● **Work instruction**: Go through the data below line by line and report how many lines contain "points", giving only that figure.
::: Given data
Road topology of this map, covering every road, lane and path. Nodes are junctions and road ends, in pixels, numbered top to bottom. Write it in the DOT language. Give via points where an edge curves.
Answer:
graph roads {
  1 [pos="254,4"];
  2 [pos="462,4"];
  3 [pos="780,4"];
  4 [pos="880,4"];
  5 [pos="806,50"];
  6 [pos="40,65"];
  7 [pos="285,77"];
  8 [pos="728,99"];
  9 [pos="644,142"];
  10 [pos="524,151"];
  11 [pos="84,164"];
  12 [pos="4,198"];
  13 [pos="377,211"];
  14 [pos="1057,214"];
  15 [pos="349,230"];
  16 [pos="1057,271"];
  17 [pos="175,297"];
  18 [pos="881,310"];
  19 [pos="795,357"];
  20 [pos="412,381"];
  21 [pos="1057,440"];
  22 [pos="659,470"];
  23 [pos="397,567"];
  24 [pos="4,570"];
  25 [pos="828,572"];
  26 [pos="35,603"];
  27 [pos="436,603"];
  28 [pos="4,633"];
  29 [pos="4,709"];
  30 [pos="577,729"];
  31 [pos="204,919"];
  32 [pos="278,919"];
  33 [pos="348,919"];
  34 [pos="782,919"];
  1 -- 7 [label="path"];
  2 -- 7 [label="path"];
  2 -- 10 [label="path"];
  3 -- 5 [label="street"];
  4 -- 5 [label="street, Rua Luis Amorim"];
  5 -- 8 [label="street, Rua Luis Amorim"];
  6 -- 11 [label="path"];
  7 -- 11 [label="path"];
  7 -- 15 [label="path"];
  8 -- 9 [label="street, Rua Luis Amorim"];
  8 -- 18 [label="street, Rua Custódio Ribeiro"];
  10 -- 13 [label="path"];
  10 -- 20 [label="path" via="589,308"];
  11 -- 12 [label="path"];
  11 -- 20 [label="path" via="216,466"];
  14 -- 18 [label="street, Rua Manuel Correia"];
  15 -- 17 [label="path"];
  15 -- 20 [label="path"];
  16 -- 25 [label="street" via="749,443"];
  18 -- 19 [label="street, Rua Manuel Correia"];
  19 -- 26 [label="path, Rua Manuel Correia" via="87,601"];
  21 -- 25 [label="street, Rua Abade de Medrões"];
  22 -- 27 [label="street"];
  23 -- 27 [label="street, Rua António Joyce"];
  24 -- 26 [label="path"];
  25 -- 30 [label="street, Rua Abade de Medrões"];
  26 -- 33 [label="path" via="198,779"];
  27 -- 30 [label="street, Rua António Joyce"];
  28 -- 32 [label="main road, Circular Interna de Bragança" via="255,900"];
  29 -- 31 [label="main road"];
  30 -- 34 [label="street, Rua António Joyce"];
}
::::::
::: Given data
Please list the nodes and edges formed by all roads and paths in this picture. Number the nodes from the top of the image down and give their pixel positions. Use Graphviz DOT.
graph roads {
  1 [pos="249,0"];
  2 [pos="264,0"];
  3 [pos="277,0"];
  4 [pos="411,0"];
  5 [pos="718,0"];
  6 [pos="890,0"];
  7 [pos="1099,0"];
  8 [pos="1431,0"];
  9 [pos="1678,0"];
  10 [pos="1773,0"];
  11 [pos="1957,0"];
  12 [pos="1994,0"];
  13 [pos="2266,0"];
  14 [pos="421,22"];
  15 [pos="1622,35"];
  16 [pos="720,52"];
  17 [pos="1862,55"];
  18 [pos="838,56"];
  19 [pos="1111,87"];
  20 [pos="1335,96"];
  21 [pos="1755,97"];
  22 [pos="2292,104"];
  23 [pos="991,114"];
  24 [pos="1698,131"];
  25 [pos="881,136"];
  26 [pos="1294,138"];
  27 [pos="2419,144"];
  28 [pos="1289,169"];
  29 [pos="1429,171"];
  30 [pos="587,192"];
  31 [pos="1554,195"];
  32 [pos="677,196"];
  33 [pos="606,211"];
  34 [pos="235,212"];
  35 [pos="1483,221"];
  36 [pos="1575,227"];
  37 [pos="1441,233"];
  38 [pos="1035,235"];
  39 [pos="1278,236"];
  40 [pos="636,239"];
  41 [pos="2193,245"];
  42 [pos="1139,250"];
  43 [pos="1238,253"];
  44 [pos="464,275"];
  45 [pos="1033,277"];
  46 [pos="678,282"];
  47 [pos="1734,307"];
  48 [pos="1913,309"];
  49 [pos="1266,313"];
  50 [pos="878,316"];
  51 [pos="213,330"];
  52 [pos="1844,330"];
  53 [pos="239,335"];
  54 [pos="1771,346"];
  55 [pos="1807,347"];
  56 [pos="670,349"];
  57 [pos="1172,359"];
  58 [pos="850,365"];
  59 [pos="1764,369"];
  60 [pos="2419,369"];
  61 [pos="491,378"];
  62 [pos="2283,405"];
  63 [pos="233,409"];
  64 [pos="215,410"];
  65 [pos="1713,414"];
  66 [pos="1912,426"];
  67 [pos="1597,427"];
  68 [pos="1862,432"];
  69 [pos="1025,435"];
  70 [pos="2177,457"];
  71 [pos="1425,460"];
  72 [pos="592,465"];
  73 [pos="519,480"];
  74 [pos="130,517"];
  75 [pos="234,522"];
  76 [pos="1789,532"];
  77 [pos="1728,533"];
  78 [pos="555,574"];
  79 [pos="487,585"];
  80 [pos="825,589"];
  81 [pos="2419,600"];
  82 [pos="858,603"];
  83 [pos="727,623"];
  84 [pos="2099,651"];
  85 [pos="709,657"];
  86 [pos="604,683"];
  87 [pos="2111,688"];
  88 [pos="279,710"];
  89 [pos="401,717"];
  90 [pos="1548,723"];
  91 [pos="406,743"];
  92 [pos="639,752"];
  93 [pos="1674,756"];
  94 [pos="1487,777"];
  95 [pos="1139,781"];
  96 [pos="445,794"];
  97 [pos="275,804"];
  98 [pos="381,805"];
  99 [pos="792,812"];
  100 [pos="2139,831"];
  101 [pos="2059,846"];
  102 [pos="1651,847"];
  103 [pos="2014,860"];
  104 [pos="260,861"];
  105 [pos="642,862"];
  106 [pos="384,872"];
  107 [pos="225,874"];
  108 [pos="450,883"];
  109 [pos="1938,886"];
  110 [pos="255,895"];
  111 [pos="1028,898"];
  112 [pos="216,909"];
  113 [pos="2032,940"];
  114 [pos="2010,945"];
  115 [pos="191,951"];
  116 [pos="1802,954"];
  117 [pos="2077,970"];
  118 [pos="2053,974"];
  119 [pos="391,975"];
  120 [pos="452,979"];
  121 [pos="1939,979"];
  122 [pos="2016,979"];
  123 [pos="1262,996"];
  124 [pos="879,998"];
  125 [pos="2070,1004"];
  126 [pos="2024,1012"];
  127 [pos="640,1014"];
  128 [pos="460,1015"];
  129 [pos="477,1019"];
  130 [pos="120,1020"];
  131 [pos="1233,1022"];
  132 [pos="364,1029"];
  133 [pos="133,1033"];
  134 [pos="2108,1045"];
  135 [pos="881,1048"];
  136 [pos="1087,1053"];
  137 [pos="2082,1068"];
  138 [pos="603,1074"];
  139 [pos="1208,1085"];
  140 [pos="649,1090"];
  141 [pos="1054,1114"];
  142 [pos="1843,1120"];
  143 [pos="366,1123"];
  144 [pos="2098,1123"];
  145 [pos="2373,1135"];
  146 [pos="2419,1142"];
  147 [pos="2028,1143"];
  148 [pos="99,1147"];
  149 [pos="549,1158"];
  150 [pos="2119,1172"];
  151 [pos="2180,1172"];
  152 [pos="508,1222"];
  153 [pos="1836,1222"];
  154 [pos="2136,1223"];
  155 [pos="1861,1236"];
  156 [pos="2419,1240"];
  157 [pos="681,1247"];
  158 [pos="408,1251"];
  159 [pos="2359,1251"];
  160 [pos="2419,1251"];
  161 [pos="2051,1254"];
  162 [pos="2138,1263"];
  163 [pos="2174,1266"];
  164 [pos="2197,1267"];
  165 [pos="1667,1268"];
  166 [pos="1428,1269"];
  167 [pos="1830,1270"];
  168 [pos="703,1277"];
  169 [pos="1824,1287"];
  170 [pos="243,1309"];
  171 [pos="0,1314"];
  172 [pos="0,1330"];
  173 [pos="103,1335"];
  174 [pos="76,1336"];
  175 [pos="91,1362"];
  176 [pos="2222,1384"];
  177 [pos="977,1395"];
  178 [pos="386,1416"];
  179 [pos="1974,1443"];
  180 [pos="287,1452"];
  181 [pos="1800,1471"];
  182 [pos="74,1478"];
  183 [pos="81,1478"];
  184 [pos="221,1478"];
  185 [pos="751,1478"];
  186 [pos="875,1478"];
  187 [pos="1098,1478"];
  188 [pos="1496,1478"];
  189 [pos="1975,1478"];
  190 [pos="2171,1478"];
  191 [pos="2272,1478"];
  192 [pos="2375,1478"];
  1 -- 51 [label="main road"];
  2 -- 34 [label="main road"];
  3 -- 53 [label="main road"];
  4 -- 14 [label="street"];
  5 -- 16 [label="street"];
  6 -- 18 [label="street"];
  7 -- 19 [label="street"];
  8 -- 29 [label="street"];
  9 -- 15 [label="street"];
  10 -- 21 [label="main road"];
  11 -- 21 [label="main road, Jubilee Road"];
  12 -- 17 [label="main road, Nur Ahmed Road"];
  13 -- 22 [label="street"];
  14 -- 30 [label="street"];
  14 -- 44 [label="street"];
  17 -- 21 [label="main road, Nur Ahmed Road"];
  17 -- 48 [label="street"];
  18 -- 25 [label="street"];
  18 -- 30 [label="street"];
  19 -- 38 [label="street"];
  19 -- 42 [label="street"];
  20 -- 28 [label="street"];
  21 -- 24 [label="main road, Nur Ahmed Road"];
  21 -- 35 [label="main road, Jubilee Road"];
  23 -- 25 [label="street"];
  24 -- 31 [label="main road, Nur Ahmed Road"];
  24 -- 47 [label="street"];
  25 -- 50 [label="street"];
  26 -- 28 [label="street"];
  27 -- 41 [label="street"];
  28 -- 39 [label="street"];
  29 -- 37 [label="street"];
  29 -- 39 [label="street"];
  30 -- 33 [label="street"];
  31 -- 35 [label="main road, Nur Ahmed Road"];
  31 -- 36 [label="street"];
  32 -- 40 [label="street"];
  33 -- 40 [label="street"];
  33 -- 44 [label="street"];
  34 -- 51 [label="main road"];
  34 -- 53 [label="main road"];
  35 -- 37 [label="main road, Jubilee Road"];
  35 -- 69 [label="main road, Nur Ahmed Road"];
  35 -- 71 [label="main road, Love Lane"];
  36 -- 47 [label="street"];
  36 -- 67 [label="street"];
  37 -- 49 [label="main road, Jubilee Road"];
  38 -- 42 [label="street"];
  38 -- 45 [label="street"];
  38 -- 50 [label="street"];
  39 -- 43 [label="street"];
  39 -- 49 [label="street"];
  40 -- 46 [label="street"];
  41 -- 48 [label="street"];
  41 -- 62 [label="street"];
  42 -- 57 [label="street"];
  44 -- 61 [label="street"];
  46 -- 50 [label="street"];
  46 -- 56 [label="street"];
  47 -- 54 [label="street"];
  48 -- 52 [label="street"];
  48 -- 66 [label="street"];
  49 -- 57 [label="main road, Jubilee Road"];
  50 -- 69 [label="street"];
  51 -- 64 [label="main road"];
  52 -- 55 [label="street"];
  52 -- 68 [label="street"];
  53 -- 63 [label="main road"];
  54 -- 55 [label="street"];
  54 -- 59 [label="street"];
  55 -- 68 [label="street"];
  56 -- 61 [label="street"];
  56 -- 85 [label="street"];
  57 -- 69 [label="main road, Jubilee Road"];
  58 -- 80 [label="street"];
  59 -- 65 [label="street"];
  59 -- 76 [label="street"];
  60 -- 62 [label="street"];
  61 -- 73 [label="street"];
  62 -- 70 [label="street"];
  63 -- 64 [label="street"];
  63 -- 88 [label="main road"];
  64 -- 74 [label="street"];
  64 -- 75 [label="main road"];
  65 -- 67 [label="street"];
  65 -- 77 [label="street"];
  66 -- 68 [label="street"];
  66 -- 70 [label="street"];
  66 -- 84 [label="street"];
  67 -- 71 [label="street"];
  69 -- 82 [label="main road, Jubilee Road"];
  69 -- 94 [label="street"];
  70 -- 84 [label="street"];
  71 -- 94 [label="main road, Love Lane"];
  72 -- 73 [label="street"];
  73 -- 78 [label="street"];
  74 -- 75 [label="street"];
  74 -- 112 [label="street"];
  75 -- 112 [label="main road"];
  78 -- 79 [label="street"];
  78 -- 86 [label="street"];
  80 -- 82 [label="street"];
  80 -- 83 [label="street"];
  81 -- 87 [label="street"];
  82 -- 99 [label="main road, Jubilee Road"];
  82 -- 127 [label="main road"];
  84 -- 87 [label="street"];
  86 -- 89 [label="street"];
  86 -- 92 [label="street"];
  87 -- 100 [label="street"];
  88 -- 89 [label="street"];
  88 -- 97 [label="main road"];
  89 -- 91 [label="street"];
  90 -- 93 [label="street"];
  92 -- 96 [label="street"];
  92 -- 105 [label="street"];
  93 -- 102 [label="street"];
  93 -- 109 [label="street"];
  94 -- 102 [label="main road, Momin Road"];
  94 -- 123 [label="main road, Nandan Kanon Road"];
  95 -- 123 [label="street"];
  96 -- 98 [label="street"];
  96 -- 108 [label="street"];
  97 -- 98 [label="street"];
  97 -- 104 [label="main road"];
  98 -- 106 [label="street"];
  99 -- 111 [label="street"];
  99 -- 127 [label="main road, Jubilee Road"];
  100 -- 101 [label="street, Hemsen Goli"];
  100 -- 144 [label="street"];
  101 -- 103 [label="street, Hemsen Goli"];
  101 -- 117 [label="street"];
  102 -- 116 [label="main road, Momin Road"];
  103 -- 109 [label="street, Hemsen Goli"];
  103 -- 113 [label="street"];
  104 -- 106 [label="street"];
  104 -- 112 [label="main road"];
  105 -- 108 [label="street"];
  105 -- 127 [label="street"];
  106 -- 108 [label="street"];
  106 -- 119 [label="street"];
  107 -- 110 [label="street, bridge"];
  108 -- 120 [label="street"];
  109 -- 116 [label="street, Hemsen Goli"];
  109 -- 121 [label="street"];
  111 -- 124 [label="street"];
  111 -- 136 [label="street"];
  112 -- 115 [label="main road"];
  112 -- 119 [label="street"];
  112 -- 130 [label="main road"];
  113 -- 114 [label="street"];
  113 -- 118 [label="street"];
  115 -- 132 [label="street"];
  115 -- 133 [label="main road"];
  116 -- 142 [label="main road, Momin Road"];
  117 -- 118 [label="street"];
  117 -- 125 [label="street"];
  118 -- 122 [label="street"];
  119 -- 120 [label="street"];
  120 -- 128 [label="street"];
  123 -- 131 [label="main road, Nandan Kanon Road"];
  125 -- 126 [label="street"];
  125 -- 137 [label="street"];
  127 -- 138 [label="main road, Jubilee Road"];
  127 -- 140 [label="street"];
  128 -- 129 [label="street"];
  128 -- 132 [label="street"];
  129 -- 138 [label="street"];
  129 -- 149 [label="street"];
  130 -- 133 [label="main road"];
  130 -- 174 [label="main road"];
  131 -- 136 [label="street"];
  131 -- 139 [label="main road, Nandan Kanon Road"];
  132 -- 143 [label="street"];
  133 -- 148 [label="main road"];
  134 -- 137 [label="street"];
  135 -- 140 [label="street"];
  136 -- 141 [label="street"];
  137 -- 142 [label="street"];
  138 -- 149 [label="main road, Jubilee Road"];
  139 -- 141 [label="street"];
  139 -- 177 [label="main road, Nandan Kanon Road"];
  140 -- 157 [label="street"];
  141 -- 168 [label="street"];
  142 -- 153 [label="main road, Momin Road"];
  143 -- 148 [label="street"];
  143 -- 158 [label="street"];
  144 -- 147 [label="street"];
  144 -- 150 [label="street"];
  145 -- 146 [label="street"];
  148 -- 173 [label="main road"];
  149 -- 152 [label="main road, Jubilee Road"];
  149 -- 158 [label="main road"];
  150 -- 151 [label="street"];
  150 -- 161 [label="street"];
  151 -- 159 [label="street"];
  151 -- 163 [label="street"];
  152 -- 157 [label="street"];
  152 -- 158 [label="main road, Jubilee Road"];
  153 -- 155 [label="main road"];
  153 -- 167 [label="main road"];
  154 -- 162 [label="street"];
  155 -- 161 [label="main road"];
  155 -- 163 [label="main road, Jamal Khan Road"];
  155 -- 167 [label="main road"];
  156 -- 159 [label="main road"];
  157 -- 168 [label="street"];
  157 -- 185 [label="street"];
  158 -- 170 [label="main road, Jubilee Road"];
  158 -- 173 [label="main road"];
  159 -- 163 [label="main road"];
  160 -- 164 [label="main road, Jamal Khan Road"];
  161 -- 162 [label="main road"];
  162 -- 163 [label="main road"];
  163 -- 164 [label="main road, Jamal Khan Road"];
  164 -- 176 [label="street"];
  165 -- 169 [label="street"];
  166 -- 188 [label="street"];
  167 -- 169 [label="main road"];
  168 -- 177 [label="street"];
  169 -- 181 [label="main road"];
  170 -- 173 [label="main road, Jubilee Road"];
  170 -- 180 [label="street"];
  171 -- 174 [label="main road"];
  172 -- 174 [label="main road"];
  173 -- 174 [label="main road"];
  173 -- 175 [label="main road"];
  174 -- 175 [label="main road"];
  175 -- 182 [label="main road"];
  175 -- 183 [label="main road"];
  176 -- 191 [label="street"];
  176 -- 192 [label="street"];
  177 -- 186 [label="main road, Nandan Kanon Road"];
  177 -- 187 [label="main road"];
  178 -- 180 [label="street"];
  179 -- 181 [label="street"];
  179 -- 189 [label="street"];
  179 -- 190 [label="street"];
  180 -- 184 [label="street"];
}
::::::
::: Given data
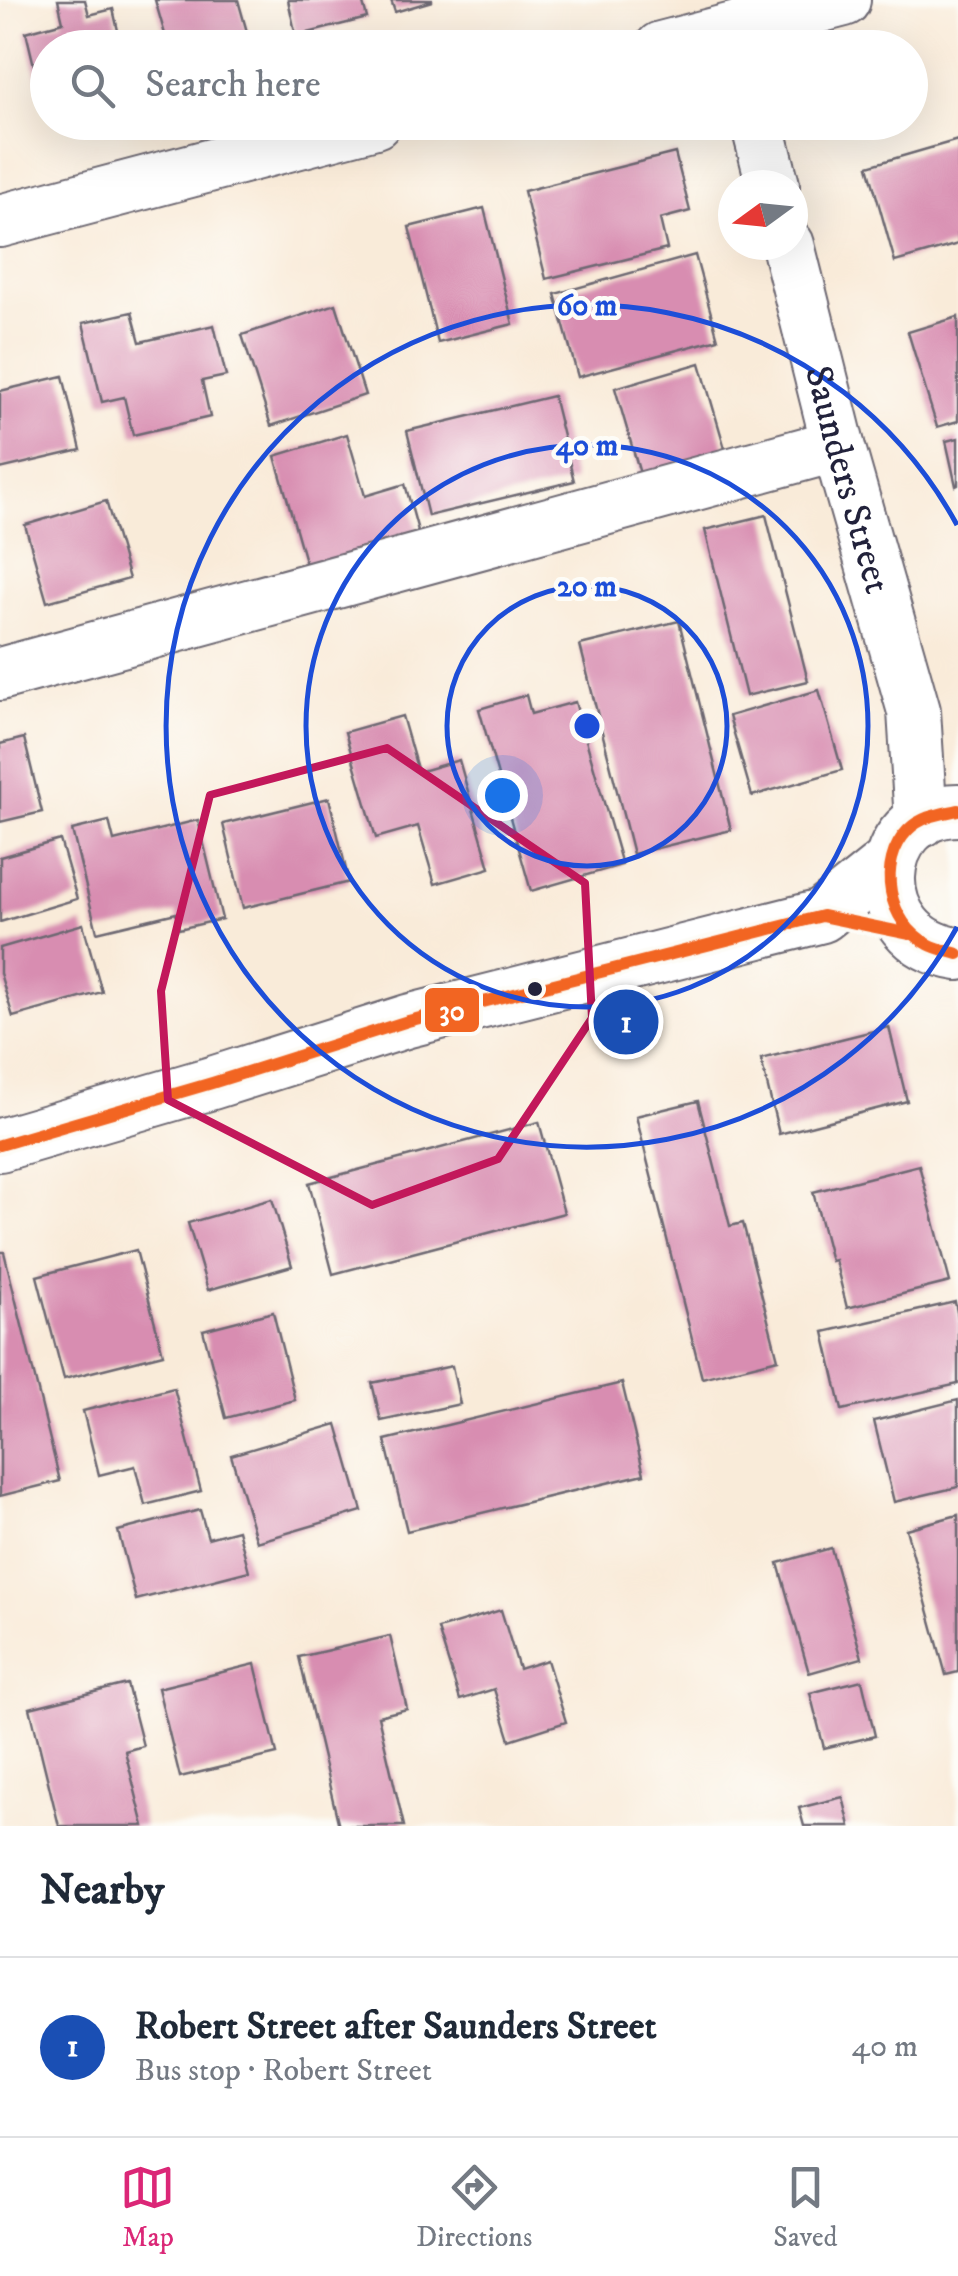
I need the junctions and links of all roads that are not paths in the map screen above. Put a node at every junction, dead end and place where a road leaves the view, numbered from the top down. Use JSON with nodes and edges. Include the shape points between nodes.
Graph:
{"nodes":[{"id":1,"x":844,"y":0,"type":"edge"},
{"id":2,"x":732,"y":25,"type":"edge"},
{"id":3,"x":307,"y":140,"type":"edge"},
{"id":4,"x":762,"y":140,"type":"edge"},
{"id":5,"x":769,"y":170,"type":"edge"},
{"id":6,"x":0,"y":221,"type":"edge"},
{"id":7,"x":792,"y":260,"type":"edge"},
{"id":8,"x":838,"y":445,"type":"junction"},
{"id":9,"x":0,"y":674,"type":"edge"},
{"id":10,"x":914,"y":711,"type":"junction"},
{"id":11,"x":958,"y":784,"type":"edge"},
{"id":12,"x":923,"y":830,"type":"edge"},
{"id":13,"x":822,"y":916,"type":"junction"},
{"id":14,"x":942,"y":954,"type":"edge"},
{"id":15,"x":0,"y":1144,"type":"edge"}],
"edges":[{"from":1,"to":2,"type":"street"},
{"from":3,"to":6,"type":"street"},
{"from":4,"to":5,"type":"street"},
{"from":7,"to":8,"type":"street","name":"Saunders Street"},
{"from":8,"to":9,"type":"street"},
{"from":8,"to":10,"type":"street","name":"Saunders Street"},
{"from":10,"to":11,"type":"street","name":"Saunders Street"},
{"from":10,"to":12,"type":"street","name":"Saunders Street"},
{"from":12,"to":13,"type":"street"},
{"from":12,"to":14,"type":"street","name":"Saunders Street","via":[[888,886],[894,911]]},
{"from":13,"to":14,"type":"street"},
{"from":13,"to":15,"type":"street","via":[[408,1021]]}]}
::::::
● **Result for this exercise**: 2